About getting anomalyProbability

Hi,

Could any one please help me on getting anomalylikelihood?

1: I have input data stream of just timestamp and a field which contains categorical values in string type (I flagged the field with ‘C’).
likelihood = anomalyLikelihood.anomalyProbability(actualValue, anomalyScore, timestamp)
In this code, I put string typed value for the actualValue and it gives error like the followings:

Traceback (most recent call last):
  File "D:/PY_WORKSPACE/nupic_inhouse/pretest/run_anomalyDetection.py", line 159, in <module>
    runAnomalyDetection(scalar=False)
  File "D:/PY_WORKSPACE/nupic_inhouse/pretest/run_anomalyDetection.py", line 137, in runAnomalyDetection
    likelihood = anomalyLikelihood.anomalyProbability(actualValue, anomalyScore, timestamp)
  File "C:\Python27\lib\site-packages\nupic\algorithms\anomaly_likelihood.py", line 317, in anomalyProbability
    skipRecords=numSkipRecords)
  File "C:\Python27\lib\site-packages\nupic\algorithms\anomaly_likelihood.py", line 473, in estimateAnomalyLikelihoods
    performLowerBoundCheck=False)
  File "C:\Python27\lib\site-packages\nupic\algorithms\anomaly_likelihood.py", line 689, in estimateNormal
    "mean": numpy.mean(sampleData),
  File "C:\Python27\lib\site-packages\numpy\core\fromnumeric.py", line 2942, in mean
    out=out, **kwargs)
  File "C:\Python27\lib\site-packages\numpy\core\_methods.py", line 65, in _mean
    ret = umr_sum(arr, axis, dtype, out, keepdims)
TypeError: cannot perform reduce with flexible type

But with different data stream with a timestamp and a field of float typed values, no errors.

Is there any way to avoid such error with categorical field?

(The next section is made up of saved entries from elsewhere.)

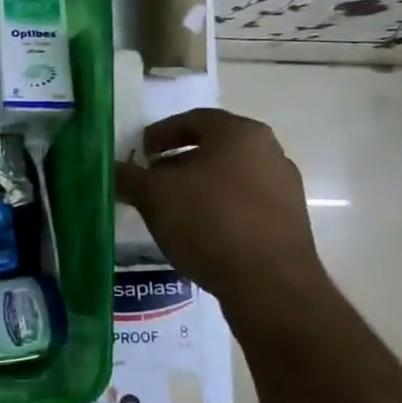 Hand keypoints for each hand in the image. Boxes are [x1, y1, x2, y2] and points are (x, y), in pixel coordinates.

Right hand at [114, 108, 328, 314]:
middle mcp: (269, 153)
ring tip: (169, 209)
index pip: (195, 118)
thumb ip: (129, 177)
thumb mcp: (153, 195)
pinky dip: (216, 210)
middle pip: (214, 148)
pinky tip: (196, 232)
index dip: (162, 132)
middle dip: (177, 161)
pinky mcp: (288, 222)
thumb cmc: (208, 221)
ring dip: (196, 187)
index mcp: (240, 134)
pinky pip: (243, 204)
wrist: (269, 283)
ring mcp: (284, 189)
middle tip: (150, 180)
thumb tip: (113, 170)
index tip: (140, 152)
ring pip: (229, 177) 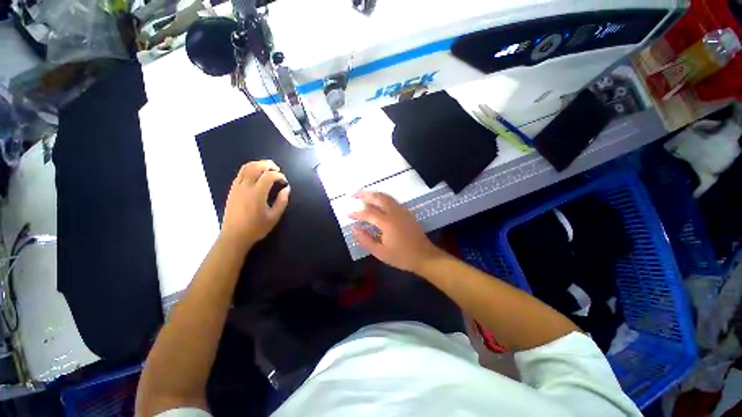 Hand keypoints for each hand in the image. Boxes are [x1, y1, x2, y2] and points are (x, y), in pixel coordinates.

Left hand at [220, 160, 289, 250]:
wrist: (234, 236)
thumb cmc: (256, 228)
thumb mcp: (274, 217)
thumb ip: (282, 201)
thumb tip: (286, 189)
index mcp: (257, 194)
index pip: (269, 176)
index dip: (279, 176)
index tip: (284, 182)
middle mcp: (245, 187)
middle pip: (256, 167)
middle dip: (268, 165)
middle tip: (277, 169)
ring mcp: (236, 187)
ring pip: (246, 167)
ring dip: (258, 164)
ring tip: (267, 168)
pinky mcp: (232, 190)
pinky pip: (240, 173)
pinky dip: (250, 169)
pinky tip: (256, 175)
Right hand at [349, 190, 444, 273]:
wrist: (424, 256)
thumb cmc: (402, 256)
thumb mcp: (380, 252)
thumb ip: (365, 240)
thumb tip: (354, 229)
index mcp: (387, 222)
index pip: (368, 213)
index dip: (357, 213)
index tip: (347, 214)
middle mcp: (395, 212)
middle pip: (378, 197)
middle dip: (364, 194)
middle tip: (353, 194)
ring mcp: (402, 210)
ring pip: (386, 196)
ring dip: (374, 194)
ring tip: (363, 195)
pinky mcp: (407, 212)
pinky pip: (392, 200)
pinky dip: (382, 197)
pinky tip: (378, 201) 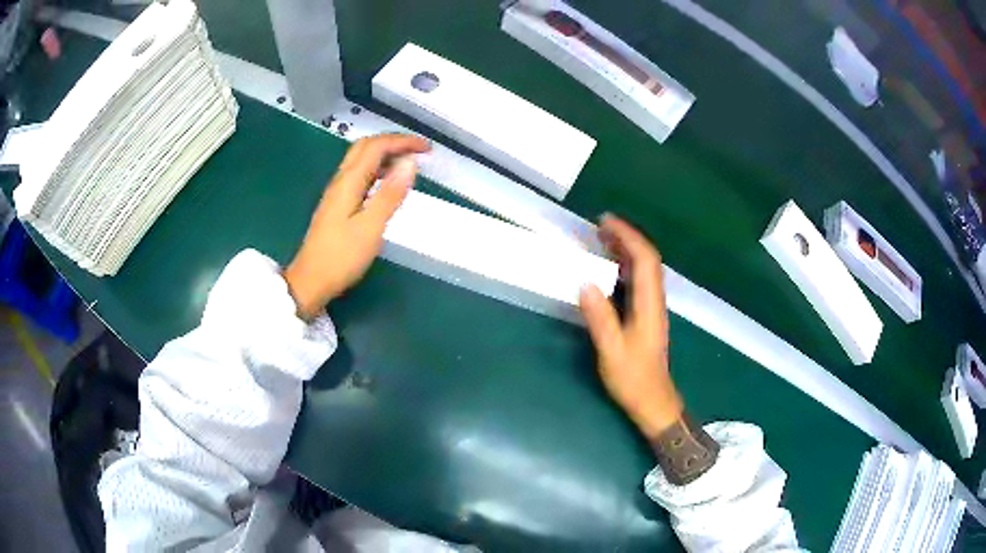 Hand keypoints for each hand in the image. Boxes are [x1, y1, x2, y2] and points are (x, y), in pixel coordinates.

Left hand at [284, 134, 430, 318]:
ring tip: (409, 165)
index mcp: (349, 182)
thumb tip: (410, 163)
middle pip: (366, 147)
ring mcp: (338, 192)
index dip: (403, 141)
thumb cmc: (341, 257)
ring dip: (386, 155)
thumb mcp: (371, 227)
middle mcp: (341, 180)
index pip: (376, 146)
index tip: (427, 149)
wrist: (311, 281)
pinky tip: (388, 184)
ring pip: (362, 160)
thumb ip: (390, 194)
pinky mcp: (338, 204)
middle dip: (394, 142)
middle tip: (418, 151)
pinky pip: (360, 175)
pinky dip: (378, 170)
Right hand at [579, 215, 682, 439]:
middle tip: (599, 226)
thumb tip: (585, 283)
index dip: (628, 236)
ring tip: (602, 239)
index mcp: (649, 305)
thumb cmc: (633, 379)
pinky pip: (638, 281)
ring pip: (644, 269)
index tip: (605, 222)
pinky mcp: (646, 316)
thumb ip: (600, 318)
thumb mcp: (612, 351)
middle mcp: (654, 300)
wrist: (653, 401)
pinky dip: (625, 266)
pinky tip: (609, 269)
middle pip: (647, 259)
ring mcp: (652, 307)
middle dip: (627, 237)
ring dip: (626, 249)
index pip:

2: How should I put actualValue when I run the anomalyDetection for multiple fields data (want to know anomaly of the combination of two values)?
For example, data looks like below:

c0,c1,c2
datetime,float,float
T,,
2017-01-01 1:00,0,0
2017-01-01 2:00,0.114,0.114
2017-01-01 3:00,0.226,0.228
2017-01-01 4:00,0.336,0.343

@scott @subutai I have never done anomaly likelihood with string categories. Can NuPIC handle that?

Yes it should work, as long as the correct encoders are used (category encoder?)

It’s good to hear from you and rhyolight.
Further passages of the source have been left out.